• Task instructions
In the entries below, find the line containing "index pip: (894, 898)". Copy it and all lines after it, exactly, through the end.

• Data for this task
Start of Block
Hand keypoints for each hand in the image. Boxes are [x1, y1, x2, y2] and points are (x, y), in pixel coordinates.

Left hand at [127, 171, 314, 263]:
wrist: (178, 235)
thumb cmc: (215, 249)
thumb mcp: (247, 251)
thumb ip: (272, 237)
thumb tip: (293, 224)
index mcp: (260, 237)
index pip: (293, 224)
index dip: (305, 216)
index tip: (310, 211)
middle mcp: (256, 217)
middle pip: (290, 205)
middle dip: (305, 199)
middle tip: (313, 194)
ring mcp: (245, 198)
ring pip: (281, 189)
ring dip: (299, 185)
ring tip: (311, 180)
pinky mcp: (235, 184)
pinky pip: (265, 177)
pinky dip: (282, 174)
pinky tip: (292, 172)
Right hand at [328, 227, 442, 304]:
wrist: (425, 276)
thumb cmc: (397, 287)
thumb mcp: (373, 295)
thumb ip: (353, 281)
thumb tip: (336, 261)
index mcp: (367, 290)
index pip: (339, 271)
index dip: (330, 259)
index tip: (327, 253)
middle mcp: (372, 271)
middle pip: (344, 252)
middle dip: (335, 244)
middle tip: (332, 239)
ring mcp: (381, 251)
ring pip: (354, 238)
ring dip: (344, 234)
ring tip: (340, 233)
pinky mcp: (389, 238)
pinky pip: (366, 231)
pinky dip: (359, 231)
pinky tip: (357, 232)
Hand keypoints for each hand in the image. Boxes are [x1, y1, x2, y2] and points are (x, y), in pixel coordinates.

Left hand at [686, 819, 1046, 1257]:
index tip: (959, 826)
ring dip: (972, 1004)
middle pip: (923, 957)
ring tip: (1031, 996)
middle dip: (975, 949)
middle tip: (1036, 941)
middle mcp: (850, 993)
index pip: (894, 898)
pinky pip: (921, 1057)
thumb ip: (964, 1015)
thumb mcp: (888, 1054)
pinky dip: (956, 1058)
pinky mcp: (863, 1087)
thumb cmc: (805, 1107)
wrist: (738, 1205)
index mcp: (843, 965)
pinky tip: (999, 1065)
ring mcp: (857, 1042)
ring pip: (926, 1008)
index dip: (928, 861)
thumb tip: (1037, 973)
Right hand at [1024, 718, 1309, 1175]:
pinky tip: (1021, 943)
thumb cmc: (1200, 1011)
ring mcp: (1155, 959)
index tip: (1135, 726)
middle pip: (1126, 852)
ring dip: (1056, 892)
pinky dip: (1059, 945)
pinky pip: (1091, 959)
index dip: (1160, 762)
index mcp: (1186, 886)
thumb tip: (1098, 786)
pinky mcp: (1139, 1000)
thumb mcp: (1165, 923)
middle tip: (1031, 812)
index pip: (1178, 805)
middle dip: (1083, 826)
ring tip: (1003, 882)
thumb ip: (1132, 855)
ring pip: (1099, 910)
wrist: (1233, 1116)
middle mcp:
End of Block
• Solution to this exercise
index pip: (894, 898)
pinky pip: (921, 1057)
thumb ip: (964, 1015)
thumb mcp: (888, 1054)
pinky dip: (956, 1058)
pinky mcp: (863, 1087)
thumb cmc: (805, 1107)
wrist: (738, 1205)
index mcp: (843, 965)
pinky tip: (999, 1065)
ring mcp: (857, 1042)
ring pip: (926, 1008)
index dip: (928, 861)
thumb tip: (1037, 973)
Right hand at [1024, 718, 1309, 1175]:
pinky tip: (1021, 943)
thumb cmc: (1200, 1011)
ring mcp: (1155, 959)
index tip: (1135, 726)
middle pip: (1126, 852)
ring dip: (1056, 892)
pinky dip: (1059, 945)
pinky pip: (1091, 959)
index dip: (1160, 762)
index mcp: (1186, 886)
thumb tip: (1098, 786)
pinky mcp: (1139, 1000)
thumb mcp: (1165, 923)
middle tip: (1031, 812)
index pip: (1178, 805)
middle dip: (1083, 826)
ring tip: (1003, 882)
thumb ip: (1132, 855)
ring pip: (1099, 910)
wrist: (1233, 1116)
middle mcp:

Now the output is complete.